PALM BEACH
Stars: Bryan Brown, Greta Scacchi, Sam Neill, Jacqueline McKenzie, Richard E. Grant, Heather Mitchell, Matilda Brown, Aaron Jeffery, Claire van der Boom and Charlie Vickers.
Writers: Joanna Murray Smith and Rachel Ward.
Director: Rachel Ward
Reviewed at the OPENING NIGHT of the 2019 Sydney Film Festival, held at the State Theatre, Sydney on June 5.
Rating: ★ ★ ½
An amiable meander across the surface of middle-age melancholy, director Rachel Ward leaves little stylistic or narrative footprint on her second feature, Palm Beach. Largely turning her film over to production designer Melinda Doring and art director Sophie Nash, Ward’s boomer friendship fantasy is light on real world issues and heavy on champers, sunshine and how life’s little hiccups can take the sheen off wealthy privilege. Unlike the vast blue expanse off the titular shoreline, this is pretty shallow stuff.
Set amongst the bushy, seaside millionaire’s row at the far end of Sydney’s northern beaches, the thematic thrust of Palm Beach addresses that mature life moment when that which fulfils you, however shallow, comes under threat. For birthday boy Frank (Bryan Brown), it might be his aimless son Dan (Charlie Vickers), who may be the by-product of a fling between Frank’s wife Charlotte (Greta Scacchi) and friend Leo (Sam Neill); for snotty cad Billy (Richard E Grant), it is his ad industry status and the aging glamour of his actress wife Eva (Heather Mitchell), herself struggling with career transition; and, for Leo’s noble wife Bridget (cast standout Jacqueline McKenzie, terribly underused), it is the life and love she has for husband and family.
Most of the first act is spent establishing the raffish bond the men share, the by-product of their days as mid-70s one-hit wonders The Pacific Sideburns (!) Having gathered at Frank’s sun-dappled mansion, they drink and sing and eat, just as Lawrence Kasdan’s ensemble did but with far greater resonance in 1983s The Big Chill (clearly the template for Ward and co-scripter, Joanna Murray-Smith). Until the is-he-isn’t-he DNA conflict kicks in, there is little dramatic thrust, scene after scene merely coasting on the charismatic presence of a cast that works hard to make their decades’ long friendship at all believable.

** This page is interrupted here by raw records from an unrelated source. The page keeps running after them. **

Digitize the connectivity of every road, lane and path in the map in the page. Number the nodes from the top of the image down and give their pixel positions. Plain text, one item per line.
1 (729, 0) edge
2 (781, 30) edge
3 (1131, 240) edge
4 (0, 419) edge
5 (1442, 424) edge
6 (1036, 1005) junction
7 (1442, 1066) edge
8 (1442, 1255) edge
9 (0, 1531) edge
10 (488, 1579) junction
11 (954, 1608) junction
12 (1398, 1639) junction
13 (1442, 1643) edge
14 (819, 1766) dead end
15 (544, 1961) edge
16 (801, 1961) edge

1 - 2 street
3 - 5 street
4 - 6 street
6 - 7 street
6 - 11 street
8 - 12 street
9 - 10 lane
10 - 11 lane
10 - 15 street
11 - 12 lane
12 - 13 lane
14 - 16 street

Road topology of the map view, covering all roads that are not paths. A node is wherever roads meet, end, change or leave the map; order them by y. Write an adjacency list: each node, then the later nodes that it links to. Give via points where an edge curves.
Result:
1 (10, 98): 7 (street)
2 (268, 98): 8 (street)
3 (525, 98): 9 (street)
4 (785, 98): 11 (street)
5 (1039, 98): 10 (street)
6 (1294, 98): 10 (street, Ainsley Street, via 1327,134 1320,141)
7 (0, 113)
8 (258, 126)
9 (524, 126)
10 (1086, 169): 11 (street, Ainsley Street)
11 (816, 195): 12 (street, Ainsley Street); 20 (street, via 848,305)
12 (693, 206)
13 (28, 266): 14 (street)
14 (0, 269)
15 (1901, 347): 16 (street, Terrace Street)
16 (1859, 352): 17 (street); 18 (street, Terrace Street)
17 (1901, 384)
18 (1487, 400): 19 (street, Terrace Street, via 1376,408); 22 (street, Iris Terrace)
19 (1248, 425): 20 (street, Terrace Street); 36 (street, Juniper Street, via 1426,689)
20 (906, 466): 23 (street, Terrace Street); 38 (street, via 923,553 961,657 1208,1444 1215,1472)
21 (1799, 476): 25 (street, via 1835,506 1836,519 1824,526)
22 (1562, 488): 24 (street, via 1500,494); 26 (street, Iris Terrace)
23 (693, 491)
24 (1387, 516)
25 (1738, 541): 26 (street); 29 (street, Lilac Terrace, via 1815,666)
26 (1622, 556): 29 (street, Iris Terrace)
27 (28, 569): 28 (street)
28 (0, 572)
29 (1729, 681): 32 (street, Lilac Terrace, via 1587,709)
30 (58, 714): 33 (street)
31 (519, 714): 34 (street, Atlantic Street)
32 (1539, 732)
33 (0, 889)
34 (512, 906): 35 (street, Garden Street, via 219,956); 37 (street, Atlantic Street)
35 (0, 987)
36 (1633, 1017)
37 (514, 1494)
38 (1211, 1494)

The narrative moves from a boozy lunch, to a fancy dinner, to a pretty picnic, with little of convincing emotional heft at stake. Laughs come cheap, including such uninspiring set-ups as a farting yoga moment, a drunk-in-a-treehouse sequence and a stiffie joke (in service of a stiffie subplot). Some rote hospital scenes allow for Brown and Scacchi to capital-E emote; the ‘genetic origins’ drama resolves in an entirely perfunctory manner (admittedly, earning one of the film's few big legitimate laughs), reinforcing it was a meagre plot device to start with.
Young support players, including the director’s daughter Matilda Brown as Frank and Charlotte’s eldest child and Claire van der Boom and Aaron Jeffery as hot-&-cold lovers, are ok; Jeffery’s Esky-carrying, beer-drinking, squared-jaw sheep farmer is so morally upstanding his working-class hero is essentially the film’s ‘noble savage’ archetype. The top-heavy cast list means many of the actors are little more than background movement for long passages (particularly Grant, who seems to disappear entirely at key moments). Australia’s diverse multicultural society gets a tokenistic look-in when an Asian doctor and a cabbie of indeterminate European origin pop up for line readings.
In her feature directorial debut Beautiful Kate (getting a retro run at this year’s Sydney Film Festival), Rachel Ward weaved a solid dramatic thriller out of a ‘secrets of the past encroaching on the present’ premise; the inherent darkness of spirit and core existential struggle present in the 2009 film seemed to energise her storytelling. No similar elements exist in Palm Beach; it merely reinforces the perception held by much of rest of The Harbour City’s population that the suburb is an elite social enclave. If it does reflect anything truthful about modern Sydney society, it is that just because you’re pretty, it doesn’t mean you’re interesting.